Stefan me confiesa que sintió pena de que se llevaran “su” barco al Ecuador, pero que en el fondo entendió que las calmadas aguas del archipiélago eran buen final para una bella dama mayor (porque tanto en sueco como en inglés los barcos son femeninos).

Pero ahora la historia es otra, el Polaris dejará de navegar, para siempre, a partir de marzo. Este sueco explorador, autor de tres libros, fotógrafo famoso, naturalista de corazón, parece un niño triste al referirse a su Polaris, a “ella”. Y lo entiendo. Si bien para mí no ha sido prácticamente la vida entera, como para Stefan, son doce años de mi existencia ligados a esta gran nave de casco azul. Intento guardar un recuerdo, el más significativo, pero demasiadas ideas y sentimientos se arremolinan en mi mente.

Le pregunto entonces a mi nuevo amigo, qué es lo que más evoca de “su” barco. No lo duda: “Mi primer oso polar. Lo vimos desde el puente, en Svalbard. Entonces el capitán, Kent, sacó su cuchillo e hizo la primera marca en la teca del mesón del puente. Desde entonces, cada oso polar fue perpetuado con una incisión de cuchillo”.

Y en efecto, cualquiera que sea su destino ahora, el Polaris guarda, entre sus muchos indescifrables códigos secretos, estas decenas de marcas, una por cada oso polar avistado en Svalbard.
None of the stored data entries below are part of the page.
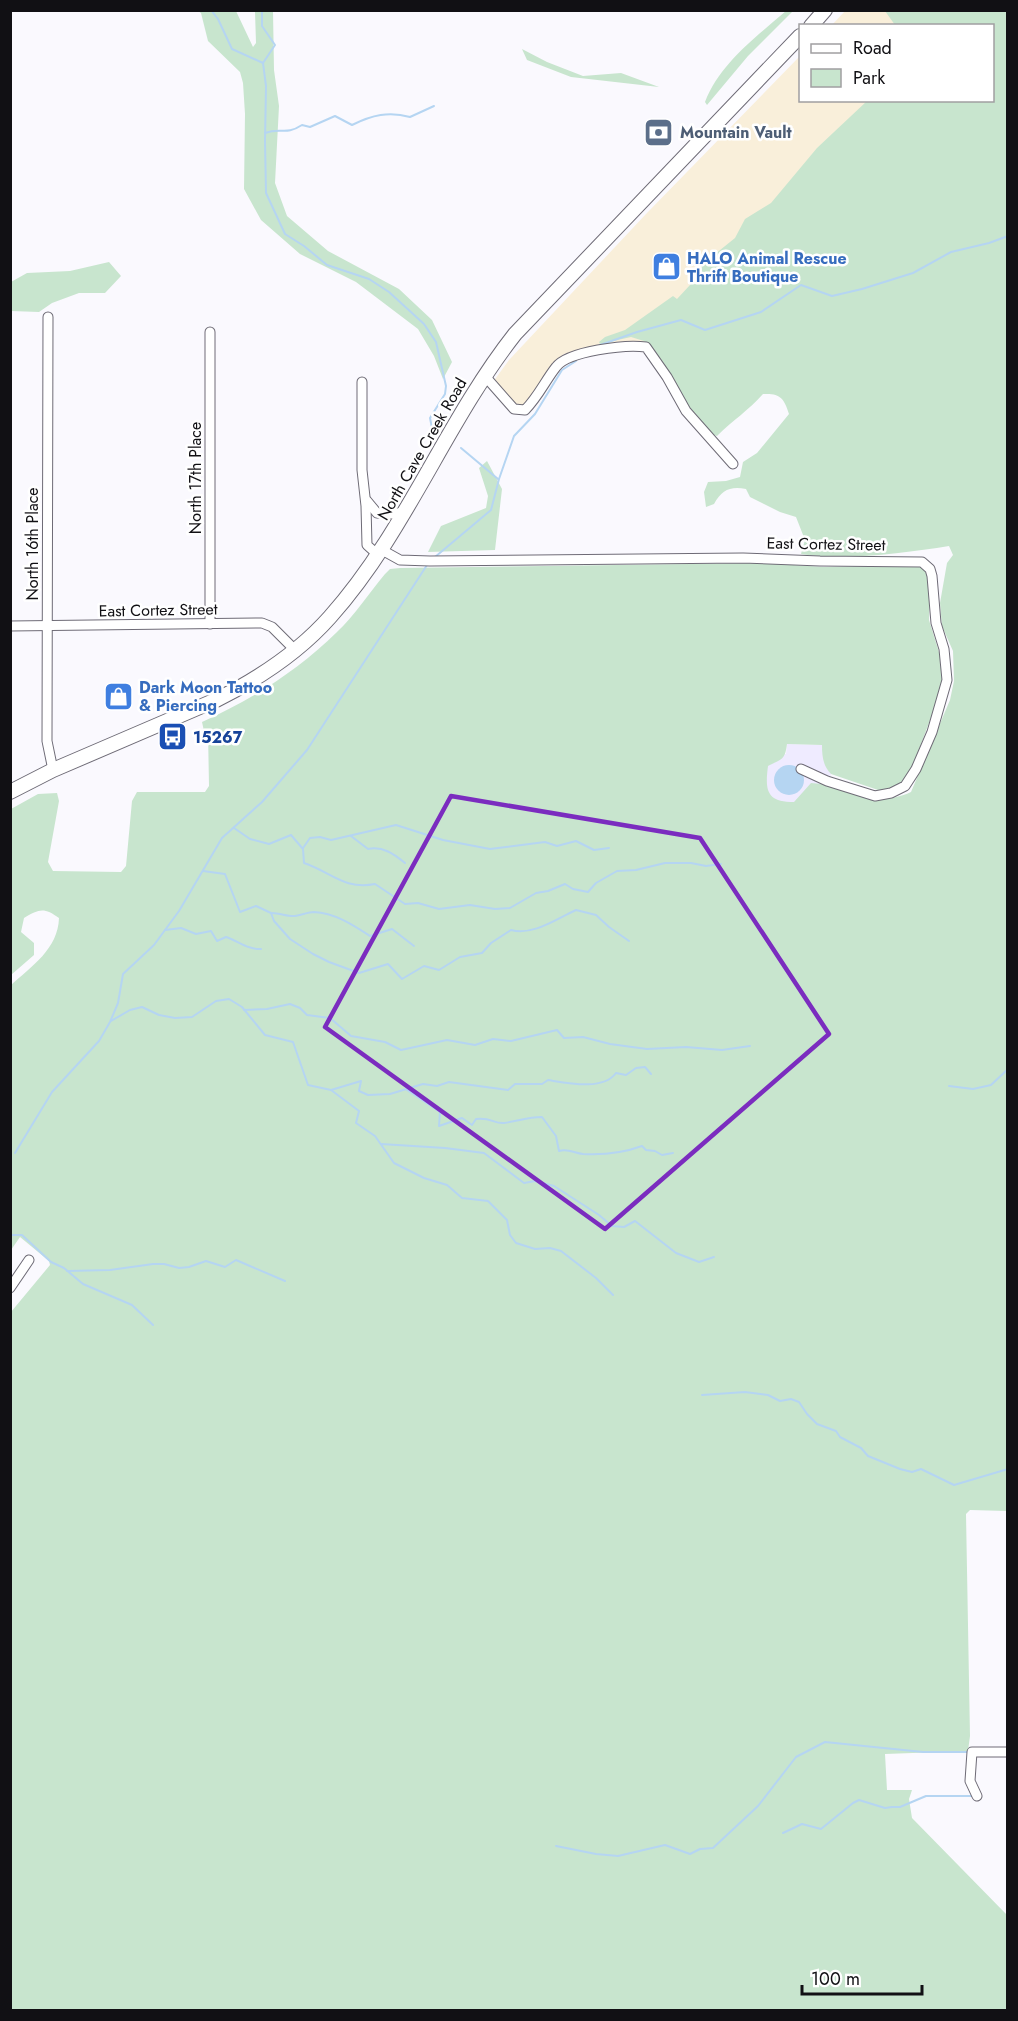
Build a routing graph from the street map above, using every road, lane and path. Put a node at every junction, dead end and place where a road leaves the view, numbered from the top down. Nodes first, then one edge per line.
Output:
1 (825, 10) edge
2 (813, 24) edge
3 (799, 38) edge
4 (48, 317) dead end
5 (210, 332) dead end
6 (484, 375) junction
7 (362, 382) dead end
8 (733, 464) dead end
9 (366, 499) junction
10 (405, 512) junction
11 (380, 552) junction
12 (210, 624) junction
13 (10, 626) edge
14 (46, 626) junction
15 (295, 650) junction
16 (53, 770) junction
17 (801, 770) dead end
18 (10, 792) edge
19 (29, 1260) dead end
20 (10, 1288) edge
21 (1008, 1752) edge
22 (977, 1796) dead end

1 - 2 main road
3 - 6 main road, North Cave Creek Road
4 - 14 street, North 16th Place
5 - 12 street, North 17th Place
6 - 8 street
6 - 10 main road, North Cave Creek Road
7 - 9 street
9 - 10 street
9 - 11 street
10 - 11 main road, North Cave Creek Road
11 - 15 main road, North Cave Creek Road
11 - 17 street, East Cortez Street
12 - 14 street, East Cortez Street
12 - 15 street, East Cortez Street
13 - 14 street, East Cortez Street
14 - 16 street, North 16th Place
15 - 16 main road, North Cave Creek Road
16 - 18 main road, North Cave Creek Road
19 - 20 street
21 - 22 street

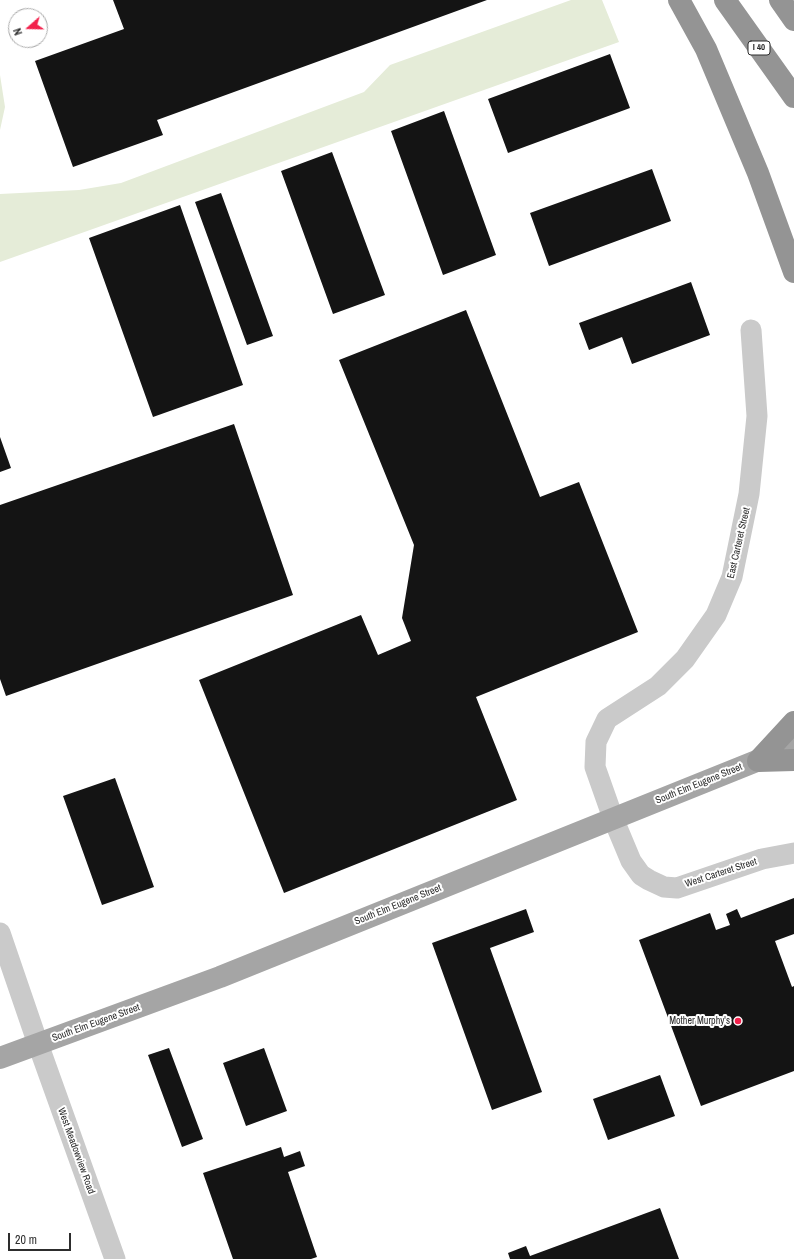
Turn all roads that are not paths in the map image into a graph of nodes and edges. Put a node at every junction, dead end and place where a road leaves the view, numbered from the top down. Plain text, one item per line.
1 (679, 0) edge
2 (725, 0) edge
3 (780, 0) edge
4 (794, 20) edge
5 (794, 97) edge
6 (794, 272) edge
7 (751, 330) dead end
8 (794, 722) edge
9 (794, 746) edge
10 (758, 760) junction
11 (794, 760) edge
12 (613, 818) junction
13 (794, 853) edge
14 (0, 933) edge
15 (38, 1044) junction
16 (0, 1058) edge
17 (115, 1259) edge

1 - 6 highway
2 - 5 highway, I 40
3 - 4 highway
7 - 12 street, East Carteret Street
8 - 10 highway
9 - 10 main road, South Elm Eugene Street
10 - 11 highway
10 - 12 main road, South Elm Eugene Street
12 - 13 street, West Carteret Street
12 - 15 main road, South Elm Eugene Street
14 - 15 street, West Meadowview Road
15 - 16 main road, South Elm Eugene Street
15 - 17 street, West Meadowview Road

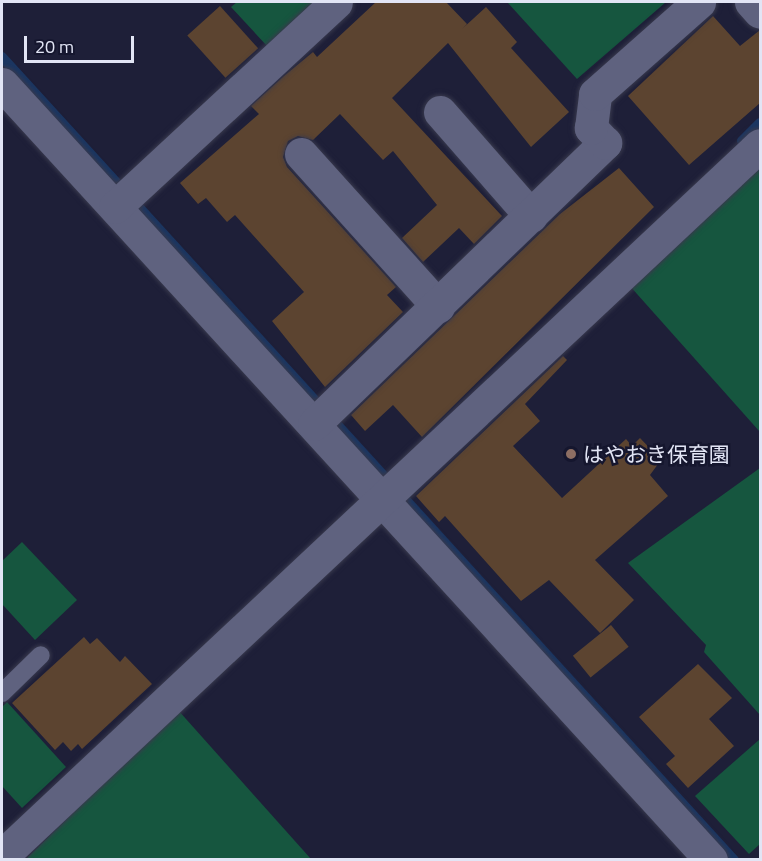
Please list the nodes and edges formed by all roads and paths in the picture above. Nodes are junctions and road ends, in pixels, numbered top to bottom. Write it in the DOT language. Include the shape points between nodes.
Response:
graph roads {
  1 [pos="336,2"];
  2 [pos="699,2"];
  3 [pos="751,2"];
  4 [pos="760,12"];
  5 [pos="2,84"];
  6 [pos="440,112"];
  7 [pos="760,145"];
  8 [pos="301,154"];
  9 [pos="124,198"];
  10 [pos="531,216"];
  11 [pos="438,306"];
  12 [pos="323,415"];
  13 [pos="392,491"];
  14 [pos="41,655"];
  15 [pos="2,693"];
  16 [pos="2,856"];
  17 [pos="711,860"];
  1 -- 9 [label="street"];
  2 -- 10 [label="street" via="595,94 591,128 605,143"];
  3 -- 4 [label="street"];
  5 -- 9 [label="street"];
  6 -- 10 [label="street"];
  7 -- 13 [label="street"];
  8 -- 11 [label="street"];
  9 -- 12 [label="street"];
  10 -- 11 [label="street"];
  11 -- 12 [label="street"];
  12 -- 13 [label="street"];
  13 -- 16 [label="street"];
  13 -- 17 [label="street"];
  14 -- 15 [label="lane"];
}
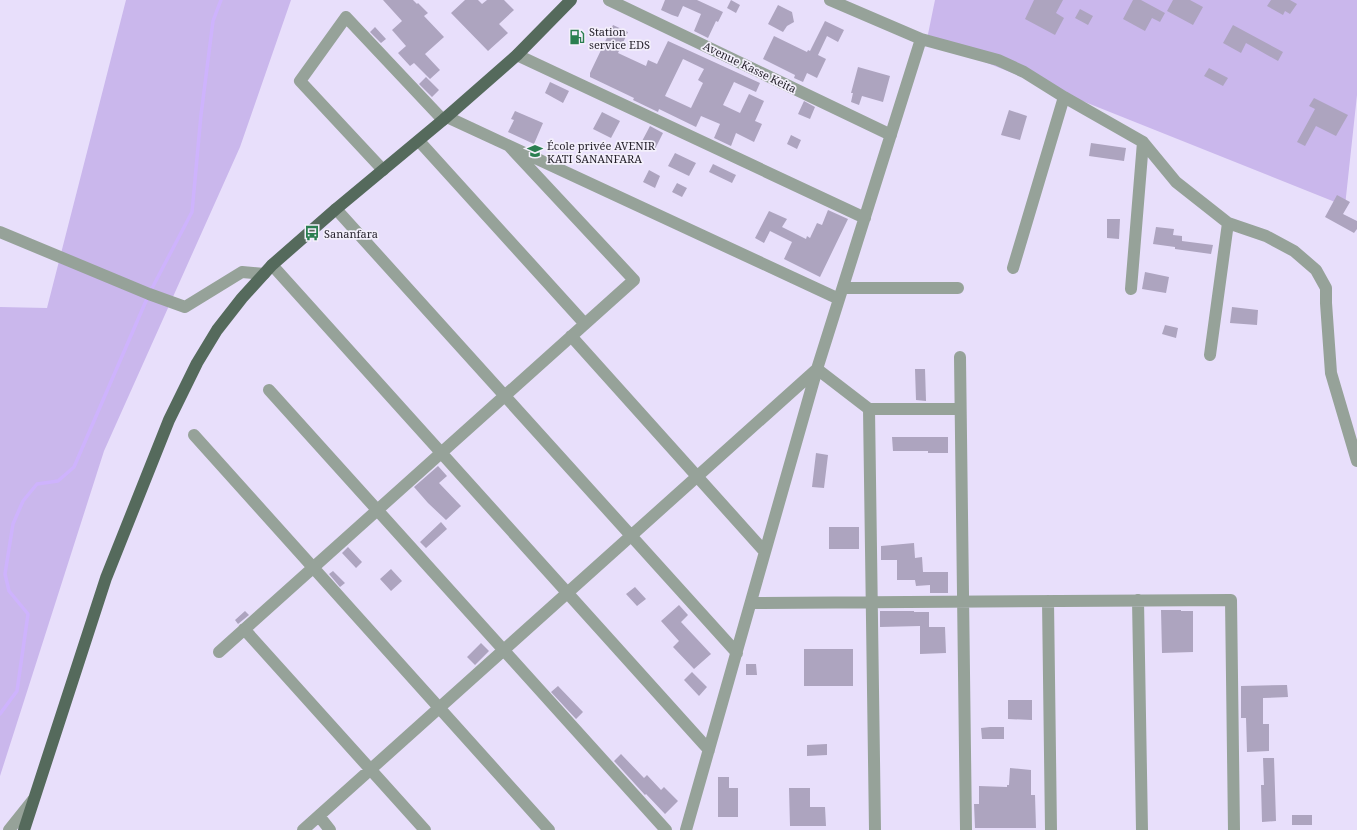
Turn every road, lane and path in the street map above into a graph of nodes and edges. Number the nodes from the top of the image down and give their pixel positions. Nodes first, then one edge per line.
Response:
1 (571, 0) edge
2 (609, 0) edge
3 (830, 0) edge
4 (922, 39) junction
5 (517, 56) junction
6 (1064, 97) junction
7 (445, 119) junction
8 (891, 135) junction
9 (419, 141) junction
10 (1143, 142) junction
11 (510, 146) junction
12 (383, 170) junction
13 (336, 209) junction
14 (865, 218) junction
15 (1228, 223) junction
16 (0, 232) edge
17 (1013, 268) dead end
18 (268, 270) junction
19 (958, 288) dead end
20 (1131, 289) dead end
21 (841, 294) junction
22 (585, 324) junction
23 (571, 336) junction
24 (1210, 355) dead end
25 (960, 357) dead end
26 (817, 369) junction
27 (269, 390) dead end
28 (505, 396) junction
29 (960, 408) junction
30 (869, 409) junction
31 (194, 435) dead end
32 (441, 453) junction
33 (1357, 461) edge
34 (698, 476) junction
35 (377, 510) junction
36 (631, 536) junction
37 (765, 552) junction
38 (313, 567) junction
39 (567, 593) junction
40 (1138, 600) junction
41 (1048, 601) junction
42 (963, 602) junction
43 (751, 603) junction
44 (872, 603) junction
45 (244, 629) junction
46 (504, 650) junction
47 (219, 652) dead end
48 (737, 653) junction
49 (439, 708) junction
50 (709, 750) junction
51 (371, 769) junction
52 (33, 800) junction
53 (319, 816) junction
54 (9, 830) edge
55 (24, 830) edge
56 (303, 830) edge
57 (330, 830) edge
58 (425, 830) edge
59 (549, 830) edge
60 (666, 830) edge
61 (686, 830) edge
62 (875, 830) edge
63 (966, 830) edge
64 (1051, 830) edge
65 (1142, 830) edge
66 (1234, 830) edge

1 - 5 main road
2 - 8 street, Avenue Kasse Keita
3 - 4 street
4 - 6 street
4 - 8 street
5 - 7 main road
5 - 14 street
6 - 10 street
6 - 17 street
7 - 9 main road
7 - 11 street
7 - 12 street
8 - 14 street
9 - 12 main road
9 - 22 street
10 - 15 street
10 - 20 street
11 - 21 street
11 - 22 street
12 - 13 main road
13 - 18 main road
13 - 28 street
14 - 21 street
15 - 24 street
15 - 33 street
16 - 18 street
18 - 32 street
18 - 52 main road
19 - 21 street
21 - 26 street
22 - 23 street
23 - 28 street
23 - 34 street
25 - 29 street
26 - 30 street
26 - 34 street
26 - 37 street
27 - 35 street
28 - 32 street
28 - 36 street
29 - 30 street
29 - 42 street
30 - 44 street
31 - 38 street
32 - 35 street
32 - 39 street
34 - 36 street
34 - 37 street
35 - 38 street
35 - 46 street
36 - 39 street
36 - 48 street
37 - 43 street
38 - 45 street
38 - 49 street
39 - 46 street
39 - 50 street
40 - 41 street
40 - 65 street
40 - 66 street
41 - 42 street
41 - 64 street
42 - 44 street
42 - 63 street
43 - 44 street
43 - 48 street
44 - 62 street
45 - 47 street
45 - 51 street
46 - 49 street
46 - 60 street
48 - 50 street
49 - 51 street
49 - 59 street
50 - 61 street
51 - 53 street
51 - 58 street
52 - 54 street
52 - 55 main road
53 - 56 street
53 - 57 street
¿Qué más se lleva? Mejor pensar en lo que nos deja a cientos de nosotros, tripulantes suecos, filipinos, británicos, norteamericanos, ecuatorianos y demás nacionalidades, para quienes fue un hogar flotante, y a otros miles de huéspedes del mundo que llegaron a lugares remotos del planeta a bordo de él... o de ella. ¡Adiós y gracias National Geographic Polaris!